If the UFC want to add another Brit to the roster that they can hype the poop out of then Mark Adams - BAMMA Featherweight champ would make a good addition. 6-0 with most recent win over Alan Omer. He is also a submission wrestler so makes a change from the usual "stand and bang" brits.


----------



## kantowrestler (Jun 6, 2009)

Well get enough fighters in a local promotion and you are bound to get someone that breaks the steriotypical British fighter. However, I do think that BAMMA is on the rise and a few other fighters from that promotion will probably make it into the UFC. Of course with the WEC merging I wonder if we will see any other fighters from other promotions coming over!:thumbsup:


----------



## UFC86 (May 21, 2010)

edlavis88 said:


> If the UFC want to add another Brit to the roster that they can hype the poop out of then Mark Adams - BAMMA Featherweight champ would make a good addition. 6-0 with most recent win over Alan Omer. He is also a submission wrestler so makes a change from the usual "stand and bang" brits.


Mark Adams is one and Giorgio Andrews is another british fighter that was doing good and fights on dec 4 for Ultimate Challenge. i dont see them as prospects though, i seem them as SURELY on their way to ufc unless they mess up big time (example Ninja Rua was one win away). international fighters from significant countries (UK, Germany, Australia) have more chance of making the ufc then american fighters with similar records.



kantowrestler said:


> Well get enough fighters in a local promotion and you are bound to get someone that breaks the steriotypical British fighter. However, I do think that BAMMA is on the rise and a few other fighters from that promotion will probably make it into the UFC. Of course with the WEC merging I wonder if we will see any other fighters from other promotions coming over!:thumbsup:


which Bamma fighters you referring to?


----------



## kantowrestler (Jun 6, 2009)

I was referring to Mark Adams and yes you are right about international fighters. The reason why though is because the UFC has plenty of American MMA fighters at their disposal. However, they don't have as many international fighters at their disposal which is why other fighters have a bigger chance!


----------



## UFC86 (May 21, 2010)

kantowrestler said:


> I was referring to Mark Adams and yes you are right about international fighters. The reason why though is because the UFC has plenty of American MMA fighters at their disposal. However, they don't have as many international fighters at their disposal which is why other fighters have a bigger chance!

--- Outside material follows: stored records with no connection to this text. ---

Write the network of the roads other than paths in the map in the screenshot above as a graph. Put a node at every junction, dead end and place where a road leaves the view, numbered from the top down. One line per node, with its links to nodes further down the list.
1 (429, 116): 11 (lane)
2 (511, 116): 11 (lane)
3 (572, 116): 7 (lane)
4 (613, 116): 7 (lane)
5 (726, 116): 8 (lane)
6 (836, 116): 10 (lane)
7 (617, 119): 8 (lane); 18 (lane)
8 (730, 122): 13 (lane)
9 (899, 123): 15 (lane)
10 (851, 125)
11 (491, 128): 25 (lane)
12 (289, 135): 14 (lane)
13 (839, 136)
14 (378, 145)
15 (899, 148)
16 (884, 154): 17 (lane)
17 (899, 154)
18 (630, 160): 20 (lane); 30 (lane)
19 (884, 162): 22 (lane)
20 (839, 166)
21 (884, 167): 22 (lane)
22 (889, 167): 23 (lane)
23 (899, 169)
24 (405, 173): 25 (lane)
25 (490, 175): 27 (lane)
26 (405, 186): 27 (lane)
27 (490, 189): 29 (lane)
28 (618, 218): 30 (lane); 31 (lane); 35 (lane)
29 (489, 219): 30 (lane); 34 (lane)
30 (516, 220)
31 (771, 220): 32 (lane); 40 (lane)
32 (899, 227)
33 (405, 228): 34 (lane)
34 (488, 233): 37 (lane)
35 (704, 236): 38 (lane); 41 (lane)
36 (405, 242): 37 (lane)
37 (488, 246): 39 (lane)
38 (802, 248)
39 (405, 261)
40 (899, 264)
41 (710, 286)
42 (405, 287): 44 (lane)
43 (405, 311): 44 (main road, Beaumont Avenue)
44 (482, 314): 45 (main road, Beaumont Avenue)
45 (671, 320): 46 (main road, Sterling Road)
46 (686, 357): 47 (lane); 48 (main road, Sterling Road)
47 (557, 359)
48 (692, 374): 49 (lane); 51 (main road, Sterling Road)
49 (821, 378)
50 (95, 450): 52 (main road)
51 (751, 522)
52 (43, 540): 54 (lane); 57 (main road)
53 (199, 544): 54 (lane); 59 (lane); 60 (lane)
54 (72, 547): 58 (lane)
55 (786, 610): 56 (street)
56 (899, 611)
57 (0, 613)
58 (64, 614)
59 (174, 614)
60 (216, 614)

you said "I do think that BAMMA is on the rise and *a few other fighters* from that promotion will probably make it into the UFC". which fighters??


----------



## mattandbenny (Aug 2, 2007)

The 3 BAMMA champs could do ok in the UFC i think - Tom Watson, Rob Sinclair and Mark Adams. Gunnar Nelson is a top prospect and he could be a UFC champion in the future if he continues to develop. Also Stav Economou maybe deserves a shot, although he wouldnt ever become a top UFC heavyweight. 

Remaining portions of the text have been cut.